Segment Start: Available records

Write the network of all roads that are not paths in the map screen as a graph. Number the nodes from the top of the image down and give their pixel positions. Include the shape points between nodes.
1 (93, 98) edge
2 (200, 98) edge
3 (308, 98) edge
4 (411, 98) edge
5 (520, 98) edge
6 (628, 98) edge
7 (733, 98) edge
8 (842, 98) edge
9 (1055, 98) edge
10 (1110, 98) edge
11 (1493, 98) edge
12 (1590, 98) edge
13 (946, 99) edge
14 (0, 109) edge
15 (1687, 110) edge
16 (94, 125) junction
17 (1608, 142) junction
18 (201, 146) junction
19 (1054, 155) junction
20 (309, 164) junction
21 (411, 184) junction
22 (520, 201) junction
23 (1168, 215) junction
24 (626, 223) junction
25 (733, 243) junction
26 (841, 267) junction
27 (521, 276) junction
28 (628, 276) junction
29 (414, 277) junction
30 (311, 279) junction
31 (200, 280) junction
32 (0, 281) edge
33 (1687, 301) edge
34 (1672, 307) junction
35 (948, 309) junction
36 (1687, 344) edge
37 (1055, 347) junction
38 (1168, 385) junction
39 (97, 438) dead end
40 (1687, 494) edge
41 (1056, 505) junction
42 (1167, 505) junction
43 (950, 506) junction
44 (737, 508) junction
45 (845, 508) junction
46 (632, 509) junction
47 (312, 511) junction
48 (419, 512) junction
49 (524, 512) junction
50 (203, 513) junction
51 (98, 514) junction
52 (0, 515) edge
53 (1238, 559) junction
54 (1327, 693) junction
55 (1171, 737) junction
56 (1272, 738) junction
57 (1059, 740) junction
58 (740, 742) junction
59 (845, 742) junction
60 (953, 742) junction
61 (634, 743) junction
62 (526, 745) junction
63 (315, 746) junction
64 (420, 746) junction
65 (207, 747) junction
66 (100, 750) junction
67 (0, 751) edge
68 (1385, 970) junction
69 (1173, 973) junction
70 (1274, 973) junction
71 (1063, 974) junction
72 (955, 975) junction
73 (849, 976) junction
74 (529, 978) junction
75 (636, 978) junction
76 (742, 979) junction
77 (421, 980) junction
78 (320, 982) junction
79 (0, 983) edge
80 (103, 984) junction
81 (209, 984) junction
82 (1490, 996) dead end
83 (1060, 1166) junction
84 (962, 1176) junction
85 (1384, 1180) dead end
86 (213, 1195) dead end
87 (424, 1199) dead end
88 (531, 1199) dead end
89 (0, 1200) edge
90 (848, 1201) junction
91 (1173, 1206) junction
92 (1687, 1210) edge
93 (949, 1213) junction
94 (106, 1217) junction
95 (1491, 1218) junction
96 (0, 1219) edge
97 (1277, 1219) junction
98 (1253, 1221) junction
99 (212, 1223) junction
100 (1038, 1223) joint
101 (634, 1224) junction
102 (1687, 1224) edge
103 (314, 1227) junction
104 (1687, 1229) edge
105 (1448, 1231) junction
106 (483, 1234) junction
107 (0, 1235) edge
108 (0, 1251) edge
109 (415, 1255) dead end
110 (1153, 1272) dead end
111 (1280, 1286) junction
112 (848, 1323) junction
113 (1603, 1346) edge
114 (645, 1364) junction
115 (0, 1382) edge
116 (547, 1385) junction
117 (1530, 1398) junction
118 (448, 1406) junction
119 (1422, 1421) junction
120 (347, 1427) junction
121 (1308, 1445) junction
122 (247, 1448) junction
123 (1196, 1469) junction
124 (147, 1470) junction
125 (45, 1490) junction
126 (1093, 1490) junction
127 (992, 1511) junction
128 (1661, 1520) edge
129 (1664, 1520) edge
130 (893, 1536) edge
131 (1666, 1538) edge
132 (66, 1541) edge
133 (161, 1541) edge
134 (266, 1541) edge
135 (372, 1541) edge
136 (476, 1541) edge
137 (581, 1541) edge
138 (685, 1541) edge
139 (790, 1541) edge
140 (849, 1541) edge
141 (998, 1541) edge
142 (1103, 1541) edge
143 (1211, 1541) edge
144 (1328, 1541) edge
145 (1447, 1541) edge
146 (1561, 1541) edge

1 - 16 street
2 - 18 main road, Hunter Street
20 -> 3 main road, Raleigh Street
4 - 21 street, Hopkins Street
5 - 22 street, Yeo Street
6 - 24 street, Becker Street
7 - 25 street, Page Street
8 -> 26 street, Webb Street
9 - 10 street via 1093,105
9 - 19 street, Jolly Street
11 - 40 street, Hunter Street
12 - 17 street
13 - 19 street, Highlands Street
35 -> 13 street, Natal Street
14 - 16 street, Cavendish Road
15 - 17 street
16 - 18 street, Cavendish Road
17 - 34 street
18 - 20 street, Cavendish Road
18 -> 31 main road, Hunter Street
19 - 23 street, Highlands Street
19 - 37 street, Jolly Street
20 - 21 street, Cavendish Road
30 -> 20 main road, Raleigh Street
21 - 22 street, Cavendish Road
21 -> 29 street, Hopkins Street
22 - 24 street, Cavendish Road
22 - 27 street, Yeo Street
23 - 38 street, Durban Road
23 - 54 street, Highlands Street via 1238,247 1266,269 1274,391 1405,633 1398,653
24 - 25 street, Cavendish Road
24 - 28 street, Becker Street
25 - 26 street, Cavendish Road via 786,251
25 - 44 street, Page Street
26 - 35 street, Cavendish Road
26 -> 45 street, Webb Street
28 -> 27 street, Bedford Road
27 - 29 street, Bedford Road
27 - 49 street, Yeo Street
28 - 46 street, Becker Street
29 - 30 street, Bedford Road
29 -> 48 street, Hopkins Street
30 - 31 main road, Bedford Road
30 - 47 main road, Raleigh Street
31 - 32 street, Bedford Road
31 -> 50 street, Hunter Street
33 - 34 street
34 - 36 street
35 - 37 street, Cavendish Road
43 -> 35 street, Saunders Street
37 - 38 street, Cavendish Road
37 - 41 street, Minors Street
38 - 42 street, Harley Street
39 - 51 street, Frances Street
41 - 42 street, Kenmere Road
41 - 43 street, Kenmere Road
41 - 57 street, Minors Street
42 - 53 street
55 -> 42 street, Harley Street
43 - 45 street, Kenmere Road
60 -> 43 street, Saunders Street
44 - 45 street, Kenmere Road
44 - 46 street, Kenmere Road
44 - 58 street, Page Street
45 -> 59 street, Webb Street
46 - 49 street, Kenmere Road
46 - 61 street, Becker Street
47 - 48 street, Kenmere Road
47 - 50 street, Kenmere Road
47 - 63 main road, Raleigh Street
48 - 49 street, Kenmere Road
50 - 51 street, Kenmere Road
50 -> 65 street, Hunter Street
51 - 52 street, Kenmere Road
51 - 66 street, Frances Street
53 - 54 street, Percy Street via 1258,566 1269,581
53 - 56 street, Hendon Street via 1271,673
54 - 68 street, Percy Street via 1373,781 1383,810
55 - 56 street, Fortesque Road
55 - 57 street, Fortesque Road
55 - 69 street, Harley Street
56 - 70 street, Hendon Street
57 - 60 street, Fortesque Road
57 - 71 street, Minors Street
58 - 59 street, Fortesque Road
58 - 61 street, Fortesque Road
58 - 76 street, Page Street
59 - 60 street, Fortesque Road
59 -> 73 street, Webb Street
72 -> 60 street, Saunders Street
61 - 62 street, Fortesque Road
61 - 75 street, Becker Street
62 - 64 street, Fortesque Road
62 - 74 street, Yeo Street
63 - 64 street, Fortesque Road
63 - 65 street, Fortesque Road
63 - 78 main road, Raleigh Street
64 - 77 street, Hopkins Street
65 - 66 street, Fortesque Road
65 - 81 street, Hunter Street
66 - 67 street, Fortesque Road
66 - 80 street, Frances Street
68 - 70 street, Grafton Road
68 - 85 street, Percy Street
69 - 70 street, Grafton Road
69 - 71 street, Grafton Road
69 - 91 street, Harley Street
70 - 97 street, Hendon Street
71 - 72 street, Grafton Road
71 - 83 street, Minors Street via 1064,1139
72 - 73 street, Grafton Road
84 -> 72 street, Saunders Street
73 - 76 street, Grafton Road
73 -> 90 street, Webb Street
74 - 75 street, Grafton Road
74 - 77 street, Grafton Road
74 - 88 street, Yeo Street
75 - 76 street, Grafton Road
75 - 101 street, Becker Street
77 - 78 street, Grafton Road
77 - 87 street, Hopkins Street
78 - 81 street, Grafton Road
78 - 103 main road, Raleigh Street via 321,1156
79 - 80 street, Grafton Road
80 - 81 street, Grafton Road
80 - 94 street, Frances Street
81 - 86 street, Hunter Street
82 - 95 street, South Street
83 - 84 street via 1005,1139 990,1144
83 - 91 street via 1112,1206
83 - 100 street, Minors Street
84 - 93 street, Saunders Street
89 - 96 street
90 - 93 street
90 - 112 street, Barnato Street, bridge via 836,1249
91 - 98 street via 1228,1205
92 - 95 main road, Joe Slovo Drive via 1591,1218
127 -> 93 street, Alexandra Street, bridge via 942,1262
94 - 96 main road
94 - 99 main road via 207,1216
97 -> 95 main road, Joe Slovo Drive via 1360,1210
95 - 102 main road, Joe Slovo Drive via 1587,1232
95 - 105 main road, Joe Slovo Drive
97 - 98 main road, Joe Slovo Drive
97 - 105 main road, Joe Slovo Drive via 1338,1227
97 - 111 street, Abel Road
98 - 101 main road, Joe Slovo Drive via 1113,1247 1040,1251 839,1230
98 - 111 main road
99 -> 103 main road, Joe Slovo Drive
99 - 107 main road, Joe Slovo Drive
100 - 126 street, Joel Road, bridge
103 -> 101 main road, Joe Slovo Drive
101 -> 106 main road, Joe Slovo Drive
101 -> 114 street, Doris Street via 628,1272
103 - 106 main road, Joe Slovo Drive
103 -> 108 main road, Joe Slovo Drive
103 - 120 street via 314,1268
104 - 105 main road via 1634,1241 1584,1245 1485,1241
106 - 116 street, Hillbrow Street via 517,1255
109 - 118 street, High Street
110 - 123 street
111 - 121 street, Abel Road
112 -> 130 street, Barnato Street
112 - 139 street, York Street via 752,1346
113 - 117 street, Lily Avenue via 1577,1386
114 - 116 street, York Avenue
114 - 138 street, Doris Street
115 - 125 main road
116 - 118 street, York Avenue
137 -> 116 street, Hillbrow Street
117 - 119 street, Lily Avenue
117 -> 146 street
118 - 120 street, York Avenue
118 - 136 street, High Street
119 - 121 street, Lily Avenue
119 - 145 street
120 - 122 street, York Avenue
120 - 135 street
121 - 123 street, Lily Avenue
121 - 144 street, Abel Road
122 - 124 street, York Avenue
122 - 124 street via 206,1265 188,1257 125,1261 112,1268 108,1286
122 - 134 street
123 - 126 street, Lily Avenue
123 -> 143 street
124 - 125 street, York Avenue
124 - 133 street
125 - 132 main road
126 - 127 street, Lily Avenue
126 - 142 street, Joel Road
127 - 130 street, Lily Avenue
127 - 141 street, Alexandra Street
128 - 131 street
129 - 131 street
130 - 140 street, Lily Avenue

Segment End: Available records

- **Task prompt**
Return every line from the entries above that contains the word "Minors".

- **Solution for this task**
37 - 41 street, Minors Street
41 - 57 street, Minors Street
57 - 71 street, Minors Street
71 - 83 street, Minors Street via 1064,1139
83 - 100 street, Minors Street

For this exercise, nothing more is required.